• Exercise aim: Output the data below exactly. Leave nothing out.

==== Input for this task

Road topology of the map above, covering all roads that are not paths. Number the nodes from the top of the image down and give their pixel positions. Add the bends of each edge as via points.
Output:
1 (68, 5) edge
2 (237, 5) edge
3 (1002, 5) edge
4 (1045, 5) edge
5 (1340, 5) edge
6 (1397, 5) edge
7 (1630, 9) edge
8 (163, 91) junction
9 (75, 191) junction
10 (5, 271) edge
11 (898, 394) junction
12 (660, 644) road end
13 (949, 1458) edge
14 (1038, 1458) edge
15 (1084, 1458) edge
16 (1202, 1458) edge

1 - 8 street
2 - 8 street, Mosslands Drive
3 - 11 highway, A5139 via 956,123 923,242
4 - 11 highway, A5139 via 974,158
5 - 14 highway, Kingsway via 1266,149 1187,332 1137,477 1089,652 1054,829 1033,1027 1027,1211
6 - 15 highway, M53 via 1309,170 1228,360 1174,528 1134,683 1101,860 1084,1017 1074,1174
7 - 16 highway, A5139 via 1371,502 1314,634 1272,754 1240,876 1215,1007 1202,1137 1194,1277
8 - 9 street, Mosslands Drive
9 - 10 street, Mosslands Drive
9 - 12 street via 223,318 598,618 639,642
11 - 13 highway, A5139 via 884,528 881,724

========

• Result of the task:
Road topology of the map above, covering all roads that are not paths. Number the nodes from the top of the image down and give their pixel positions. Add the bends of each edge as via points.
Output:
1 (68, 5) edge
2 (237, 5) edge
3 (1002, 5) edge
4 (1045, 5) edge
5 (1340, 5) edge
6 (1397, 5) edge
7 (1630, 9) edge
8 (163, 91) junction
9 (75, 191) junction
10 (5, 271) edge
11 (898, 394) junction
12 (660, 644) road end
13 (949, 1458) edge
14 (1038, 1458) edge
15 (1084, 1458) edge
16 (1202, 1458) edge

1 - 8 street
2 - 8 street, Mosslands Drive
3 - 11 highway, A5139 via 956,123 923,242
4 - 11 highway, A5139 via 974,158
5 - 14 highway, Kingsway via 1266,149 1187,332 1137,477 1089,652 1054,829 1033,1027 1027,1211
6 - 15 highway, M53 via 1309,170 1228,360 1174,528 1134,683 1101,860 1084,1017 1074,1174
7 - 16 highway, A5139 via 1371,502 1314,634 1272,754 1240,876 1215,1007 1202,1137 1194,1277
8 - 9 street, Mosslands Drive
9 - 10 street, Mosslands Drive
9 - 12 street via 223,318 598,618 639,642
11 - 13 highway, A5139 via 884,528 881,724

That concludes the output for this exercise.